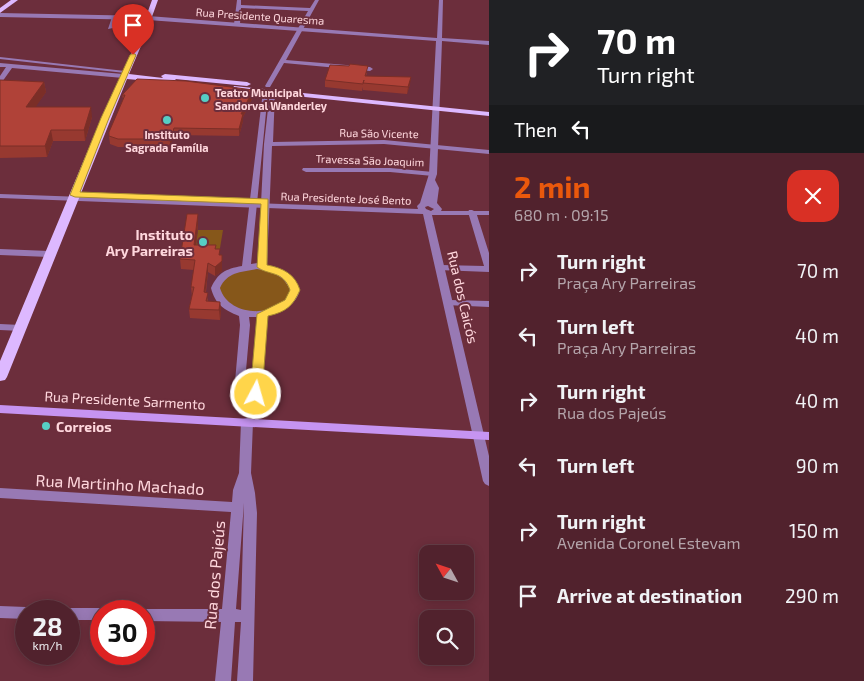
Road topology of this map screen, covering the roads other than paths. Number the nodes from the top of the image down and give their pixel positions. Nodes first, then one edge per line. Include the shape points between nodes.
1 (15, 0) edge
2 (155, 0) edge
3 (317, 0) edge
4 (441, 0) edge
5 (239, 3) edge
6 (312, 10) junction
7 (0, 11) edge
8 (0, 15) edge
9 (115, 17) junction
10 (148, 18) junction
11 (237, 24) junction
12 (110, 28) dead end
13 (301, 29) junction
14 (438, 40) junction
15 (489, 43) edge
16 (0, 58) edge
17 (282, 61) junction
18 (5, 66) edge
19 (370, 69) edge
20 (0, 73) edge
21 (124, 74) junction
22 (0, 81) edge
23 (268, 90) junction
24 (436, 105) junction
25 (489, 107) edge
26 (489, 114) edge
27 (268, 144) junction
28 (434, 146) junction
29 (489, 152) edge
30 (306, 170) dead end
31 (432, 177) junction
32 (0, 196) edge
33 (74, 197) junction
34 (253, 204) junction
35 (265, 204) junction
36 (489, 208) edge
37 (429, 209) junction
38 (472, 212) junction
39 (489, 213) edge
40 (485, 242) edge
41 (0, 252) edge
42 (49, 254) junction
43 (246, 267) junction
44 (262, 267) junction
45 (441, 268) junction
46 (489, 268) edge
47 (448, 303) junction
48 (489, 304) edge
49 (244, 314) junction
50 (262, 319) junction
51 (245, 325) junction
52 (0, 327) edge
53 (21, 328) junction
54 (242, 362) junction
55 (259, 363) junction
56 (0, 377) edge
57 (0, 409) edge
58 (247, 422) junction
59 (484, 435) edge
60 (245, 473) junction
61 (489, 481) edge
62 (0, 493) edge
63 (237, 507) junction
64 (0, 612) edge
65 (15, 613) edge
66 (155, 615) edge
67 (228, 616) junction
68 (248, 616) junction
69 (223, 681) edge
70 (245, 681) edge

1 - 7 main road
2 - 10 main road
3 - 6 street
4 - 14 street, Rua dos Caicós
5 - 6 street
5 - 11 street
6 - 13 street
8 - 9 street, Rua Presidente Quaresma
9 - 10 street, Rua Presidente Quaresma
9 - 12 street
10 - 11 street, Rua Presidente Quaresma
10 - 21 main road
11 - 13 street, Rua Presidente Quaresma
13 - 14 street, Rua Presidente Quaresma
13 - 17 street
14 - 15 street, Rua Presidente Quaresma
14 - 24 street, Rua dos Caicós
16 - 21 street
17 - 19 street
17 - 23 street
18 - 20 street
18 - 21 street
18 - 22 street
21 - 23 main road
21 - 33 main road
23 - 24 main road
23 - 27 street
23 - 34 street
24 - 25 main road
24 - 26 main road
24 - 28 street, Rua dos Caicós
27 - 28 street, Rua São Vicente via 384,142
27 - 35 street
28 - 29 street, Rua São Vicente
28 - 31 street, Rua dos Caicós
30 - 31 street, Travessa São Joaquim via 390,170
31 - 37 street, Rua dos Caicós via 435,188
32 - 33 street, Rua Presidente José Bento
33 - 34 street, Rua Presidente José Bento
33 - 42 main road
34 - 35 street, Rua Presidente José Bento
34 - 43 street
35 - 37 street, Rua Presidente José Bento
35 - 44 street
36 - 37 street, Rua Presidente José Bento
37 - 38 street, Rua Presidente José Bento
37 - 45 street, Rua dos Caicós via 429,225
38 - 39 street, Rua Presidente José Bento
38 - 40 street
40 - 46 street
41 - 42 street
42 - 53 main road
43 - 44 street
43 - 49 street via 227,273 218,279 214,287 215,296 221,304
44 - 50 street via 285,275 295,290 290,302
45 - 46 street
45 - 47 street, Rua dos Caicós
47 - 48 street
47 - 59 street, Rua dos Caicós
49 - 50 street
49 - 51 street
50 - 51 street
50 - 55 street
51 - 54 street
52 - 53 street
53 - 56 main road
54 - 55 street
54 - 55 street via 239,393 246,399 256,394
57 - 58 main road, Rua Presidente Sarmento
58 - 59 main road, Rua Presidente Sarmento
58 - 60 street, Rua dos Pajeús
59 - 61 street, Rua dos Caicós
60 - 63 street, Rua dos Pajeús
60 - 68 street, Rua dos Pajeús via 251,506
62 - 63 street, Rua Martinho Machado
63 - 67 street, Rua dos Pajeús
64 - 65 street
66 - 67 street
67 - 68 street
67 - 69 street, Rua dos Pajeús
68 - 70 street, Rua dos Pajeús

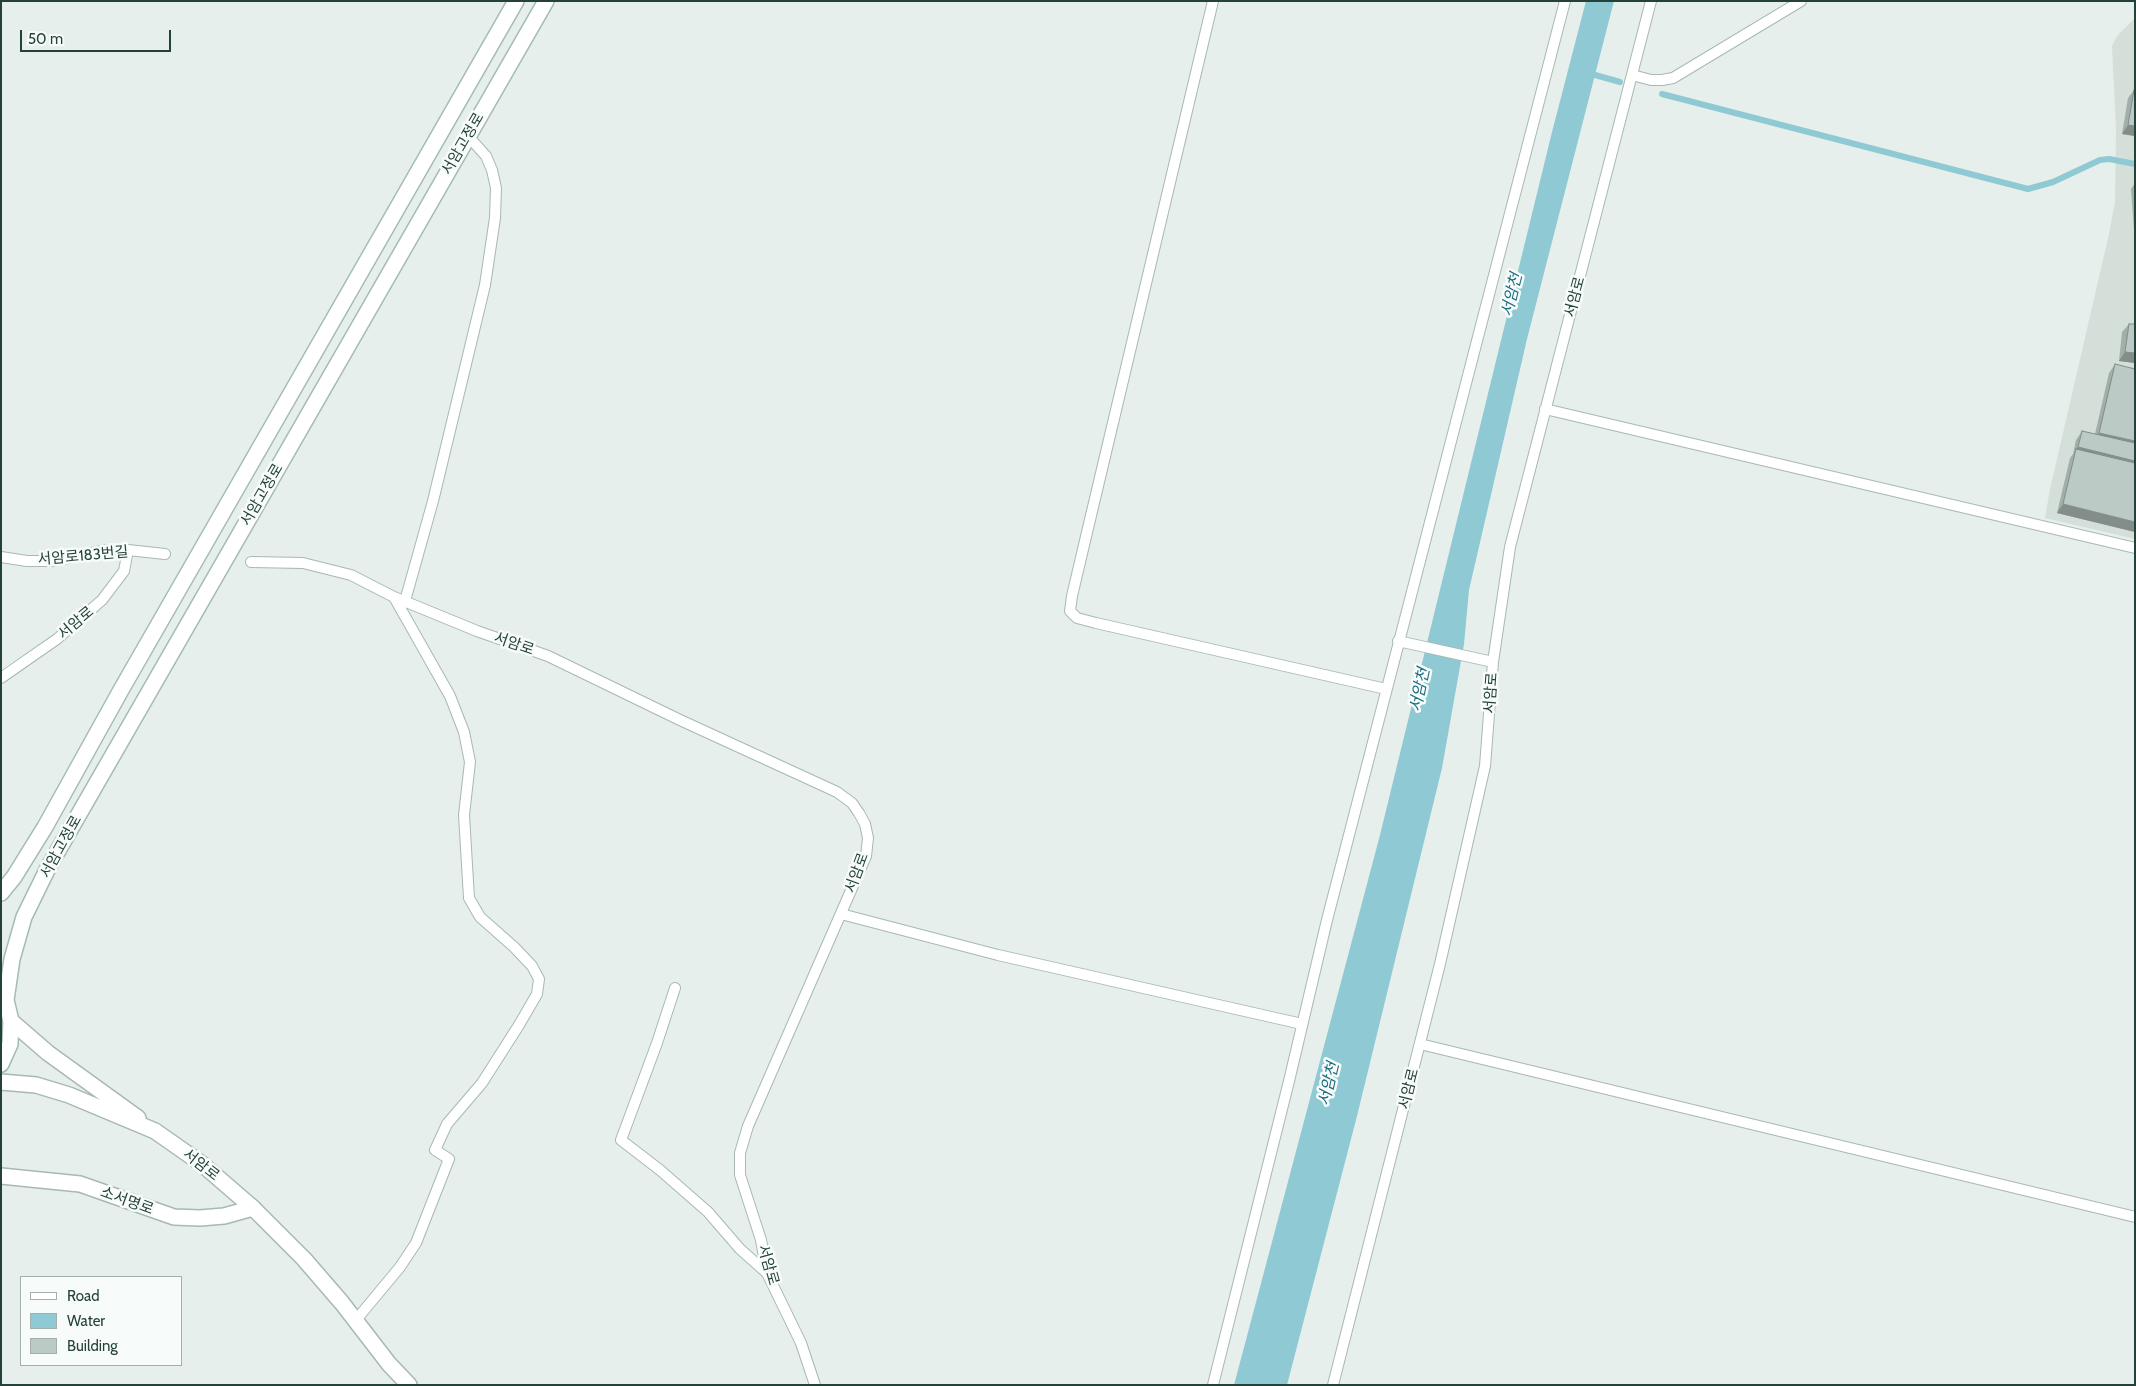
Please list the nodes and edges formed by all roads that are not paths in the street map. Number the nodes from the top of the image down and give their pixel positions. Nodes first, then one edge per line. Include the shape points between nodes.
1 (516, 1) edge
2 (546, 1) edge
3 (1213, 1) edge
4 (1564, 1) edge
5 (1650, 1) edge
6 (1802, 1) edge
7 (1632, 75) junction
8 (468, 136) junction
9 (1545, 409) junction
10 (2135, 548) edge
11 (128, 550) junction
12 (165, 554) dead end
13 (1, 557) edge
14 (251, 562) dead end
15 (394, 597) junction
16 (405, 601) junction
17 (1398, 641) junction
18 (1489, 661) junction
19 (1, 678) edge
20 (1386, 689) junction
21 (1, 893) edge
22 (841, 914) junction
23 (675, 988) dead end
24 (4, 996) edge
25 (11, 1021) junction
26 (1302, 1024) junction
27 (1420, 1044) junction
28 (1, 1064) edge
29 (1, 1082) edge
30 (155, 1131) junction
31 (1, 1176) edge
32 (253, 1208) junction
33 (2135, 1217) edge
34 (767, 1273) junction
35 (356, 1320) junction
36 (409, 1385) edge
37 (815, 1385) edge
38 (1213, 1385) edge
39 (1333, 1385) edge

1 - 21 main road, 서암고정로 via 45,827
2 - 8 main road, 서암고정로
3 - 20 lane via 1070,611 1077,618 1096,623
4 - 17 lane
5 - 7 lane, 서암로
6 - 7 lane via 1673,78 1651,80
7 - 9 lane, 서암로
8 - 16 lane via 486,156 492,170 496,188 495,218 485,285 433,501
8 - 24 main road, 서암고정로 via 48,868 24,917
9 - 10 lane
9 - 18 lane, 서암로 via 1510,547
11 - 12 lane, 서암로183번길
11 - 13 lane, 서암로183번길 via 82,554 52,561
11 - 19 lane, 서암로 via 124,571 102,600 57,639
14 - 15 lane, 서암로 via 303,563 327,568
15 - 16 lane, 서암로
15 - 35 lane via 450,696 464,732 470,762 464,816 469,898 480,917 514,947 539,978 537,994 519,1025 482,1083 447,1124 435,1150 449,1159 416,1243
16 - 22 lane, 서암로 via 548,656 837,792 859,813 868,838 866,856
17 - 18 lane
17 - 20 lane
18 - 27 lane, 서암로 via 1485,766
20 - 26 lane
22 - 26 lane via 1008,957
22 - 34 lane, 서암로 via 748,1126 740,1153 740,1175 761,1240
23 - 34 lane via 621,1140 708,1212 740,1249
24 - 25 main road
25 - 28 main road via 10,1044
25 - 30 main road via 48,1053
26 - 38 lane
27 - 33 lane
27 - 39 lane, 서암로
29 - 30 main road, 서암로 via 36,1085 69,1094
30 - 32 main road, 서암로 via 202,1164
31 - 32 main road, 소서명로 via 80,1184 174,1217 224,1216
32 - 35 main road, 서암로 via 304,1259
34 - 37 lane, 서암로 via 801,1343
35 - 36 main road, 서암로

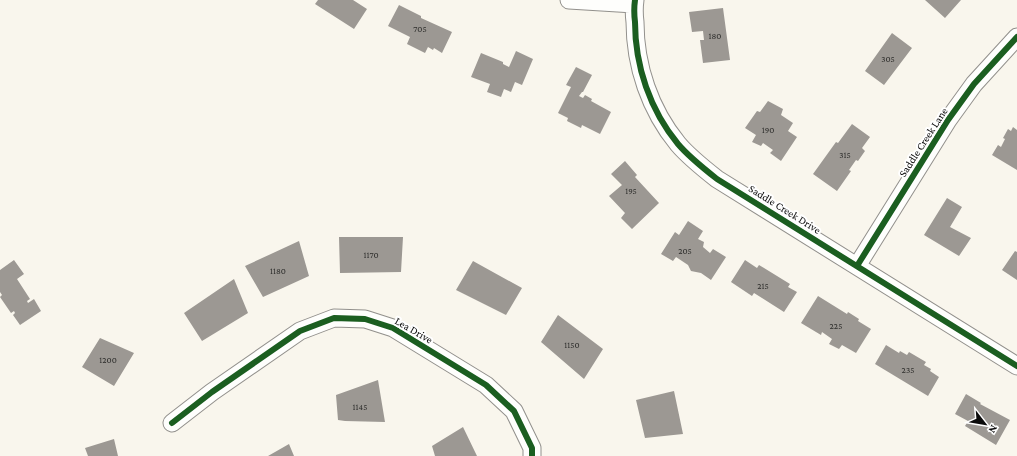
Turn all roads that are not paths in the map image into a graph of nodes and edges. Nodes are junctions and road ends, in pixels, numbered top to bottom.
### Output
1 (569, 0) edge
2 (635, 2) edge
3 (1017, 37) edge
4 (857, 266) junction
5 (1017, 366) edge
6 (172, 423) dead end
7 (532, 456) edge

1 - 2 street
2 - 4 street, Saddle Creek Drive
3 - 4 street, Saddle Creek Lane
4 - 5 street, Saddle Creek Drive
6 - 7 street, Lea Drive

WORK REQUIRED:
The data is to be returned exactly as it stands, pictures aside.

WORKED SOLUTION:
Road topology of this map screen, covering the roads other than paths. Number the nodes from the top of the image down and give their pixel positions. Nodes first, then one edge per line. Include the shape points between nodes.
1 (15, 0) edge
2 (155, 0) edge
3 (317, 0) edge
4 (441, 0) edge
5 (239, 3) edge
6 (312, 10) junction
7 (0, 11) edge
8 (0, 15) edge
9 (115, 17) junction
10 (148, 18) junction
11 (237, 24) junction
12 (110, 28) dead end
13 (301, 29) junction
14 (438, 40) junction
15 (489, 43) edge
16 (0, 58) edge
17 (282, 61) junction
18 (5, 66) edge
19 (370, 69) edge
20 (0, 73) edge
21 (124, 74) junction
22 (0, 81) edge
23 (268, 90) junction
24 (436, 105) junction
25 (489, 107) edge
26 (489, 114) edge
27 (268, 144) junction
28 (434, 146) junction
29 (489, 152) edge
30 (306, 170) dead end
31 (432, 177) junction
32 (0, 196) edge
33 (74, 197) junction
34 (253, 204) junction
35 (265, 204) junction
36 (489, 208) edge
37 (429, 209) junction
38 (472, 212) junction
39 (489, 213) edge
40 (485, 242) edge
41 (0, 252) edge
42 (49, 254) junction
43 (246, 267) junction
44 (262, 267) junction
45 (441, 268) junction
46 (489, 268) edge
47 (448, 303) junction
48 (489, 304) edge
49 (244, 314) junction
50 (262, 319) junction
51 (245, 325) junction
52 (0, 327) edge
53 (21, 328) junction
54 (242, 362) junction
55 (259, 363) junction
56 (0, 377) edge
57 (0, 409) edge
58 (247, 422) junction
59 (484, 435) edge
60 (245, 473) junction
61 (489, 481) edge
62 (0, 493) edge
63 (237, 507) junction
64 (0, 612) edge
65 (15, 613) edge
66 (155, 615) edge
67 (228, 616) junction
68 (248, 616) junction
69 (223, 681) edge
70 (245, 681) edge

1 - 7 main road
2 - 10 main road
3 - 6 street
4 - 14 street, Rua dos Caicós
5 - 6 street
5 - 11 street
6 - 13 street
8 - 9 street, Rua Presidente Quaresma
9 - 10 street, Rua Presidente Quaresma
9 - 12 street
10 - 11 street, Rua Presidente Quaresma
10 - 21 main road
11 - 13 street, Rua Presidente Quaresma
13 - 14 street, Rua Presidente Quaresma
13 - 17 street
14 - 15 street, Rua Presidente Quaresma
14 - 24 street, Rua dos Caicós
16 - 21 street
17 - 19 street
17 - 23 street
18 - 20 street
18 - 21 street
18 - 22 street
21 - 23 main road
21 - 33 main road
23 - 24 main road
23 - 27 street
23 - 34 street
24 - 25 main road
24 - 26 main road
24 - 28 street, Rua dos Caicós
27 - 28 street, Rua São Vicente via 384,142
27 - 35 street
28 - 29 street, Rua São Vicente
28 - 31 street, Rua dos Caicós
30 - 31 street, Travessa São Joaquim via 390,170
31 - 37 street, Rua dos Caicós via 435,188
32 - 33 street, Rua Presidente José Bento
33 - 34 street, Rua Presidente José Bento
33 - 42 main road
34 - 35 street, Rua Presidente José Bento
34 - 43 street
35 - 37 street, Rua Presidente José Bento
35 - 44 street
36 - 37 street, Rua Presidente José Bento
37 - 38 street, Rua Presidente José Bento
37 - 45 street, Rua dos Caicós via 429,225
38 - 39 street, Rua Presidente José Bento
38 - 40 street
40 - 46 street
41 - 42 street
42 - 53 main road
43 - 44 street
43 - 49 street via 227,273 218,279 214,287 215,296 221,304
44 - 50 street via 285,275 295,290 290,302
45 - 46 street
45 - 47 street, Rua dos Caicós
47 - 48 street
47 - 59 street, Rua dos Caicós
49 - 50 street
49 - 51 street
50 - 51 street
50 - 55 street
51 - 54 street
52 - 53 street
53 - 56 main road
54 - 55 street
54 - 55 street via 239,393 246,399 256,394
57 - 58 main road, Rua Presidente Sarmento
58 - 59 main road, Rua Presidente Sarmento
58 - 60 street, Rua dos Pajeús
59 - 61 street, Rua dos Caicós
60 - 63 street, Rua dos Pajeús
60 - 68 street, Rua dos Pajeús via 251,506
62 - 63 street, Rua Martinho Machado
63 - 67 street, Rua dos Pajeús
64 - 65 street
66 - 67 street
67 - 68 street
67 - 69 street, Rua dos Pajeús
68 - 70 street, Rua dos Pajeús

Please list the nodes and edges formed by all roads that are not paths in the street map. Number the nodes from the top of the image down and give their pixel positions. Nodes first, then one edge per line. Include the shape points between nodes.
1 (516, 1) edge
2 (546, 1) edge
3 (1213, 1) edge
4 (1564, 1) edge
5 (1650, 1) edge
6 (1802, 1) edge
7 (1632, 75) junction
8 (468, 136) junction
9 (1545, 409) junction
10 (2135, 548) edge
11 (128, 550) junction
12 (165, 554) dead end
13 (1, 557) edge
14 (251, 562) dead end
15 (394, 597) junction
16 (405, 601) junction
17 (1398, 641) junction
18 (1489, 661) junction
19 (1, 678) edge
20 (1386, 689) junction
21 (1, 893) edge
22 (841, 914) junction
23 (675, 988) dead end
24 (4, 996) edge
25 (11, 1021) junction
26 (1302, 1024) junction
27 (1420, 1044) junction
28 (1, 1064) edge
29 (1, 1082) edge
30 (155, 1131) junction
31 (1, 1176) edge
32 (253, 1208) junction
33 (2135, 1217) edge
34 (767, 1273) junction
35 (356, 1320) junction
36 (409, 1385) edge
37 (815, 1385) edge
38 (1213, 1385) edge
39 (1333, 1385) edge

1 - 21 main road, 서암고정로 via 45,827
2 - 8 main road, 서암고정로
3 - 20 lane via 1070,611 1077,618 1096,623
4 - 17 lane
5 - 7 lane, 서암로
6 - 7 lane via 1673,78 1651,80
7 - 9 lane, 서암로
8 - 16 lane via 486,156 492,170 496,188 495,218 485,285 433,501
8 - 24 main road, 서암고정로 via 48,868 24,917
9 - 10 lane
9 - 18 lane, 서암로 via 1510,547
11 - 12 lane, 서암로183번길
11 - 13 lane, 서암로183번길 via 82,554 52,561
11 - 19 lane, 서암로 via 124,571 102,600 57,639
14 - 15 lane, 서암로 via 303,563 327,568
15 - 16 lane, 서암로
15 - 35 lane via 450,696 464,732 470,762 464,816 469,898 480,917 514,947 539,978 537,994 519,1025 482,1083 447,1124 435,1150 449,1159 416,1243
16 - 22 lane, 서암로 via 548,656 837,792 859,813 868,838 866,856
17 - 18 lane
17 - 20 lane
18 - 27 lane, 서암로 via 1485,766
20 - 26 lane
22 - 26 lane via 1008,957
22 - 34 lane, 서암로 via 748,1126 740,1153 740,1175 761,1240
23 - 34 lane via 621,1140 708,1212 740,1249
24 - 25 main road
25 - 28 main road via 10,1044
25 - 30 main road via 48,1053
26 - 38 lane
27 - 33 lane
27 - 39 lane, 서암로
29 - 30 main road, 서암로 via 36,1085 69,1094
30 - 32 main road, 서암로 via 202,1164
31 - 32 main road, 소서명로 via 80,1184 174,1217 224,1216
32 - 35 main road, 서암로 via 304,1259
34 - 37 lane, 서암로 via 801,1343
35 - 36 main road, 서암로

Turn all roads that are not paths in the map image into a graph of nodes and edges. Nodes are junctions and road ends, in pixels, numbered top to bottom.
### Output
1 (569, 0) edge
2 (635, 2) edge
3 (1017, 37) edge
4 (857, 266) junction
5 (1017, 366) edge
6 (172, 423) dead end
7 (532, 456) edge

1 - 2 street
2 - 4 street, Saddle Creek Drive
3 - 4 street, Saddle Creek Lane
4 - 5 street, Saddle Creek Drive
6 - 7 street, Lea Drive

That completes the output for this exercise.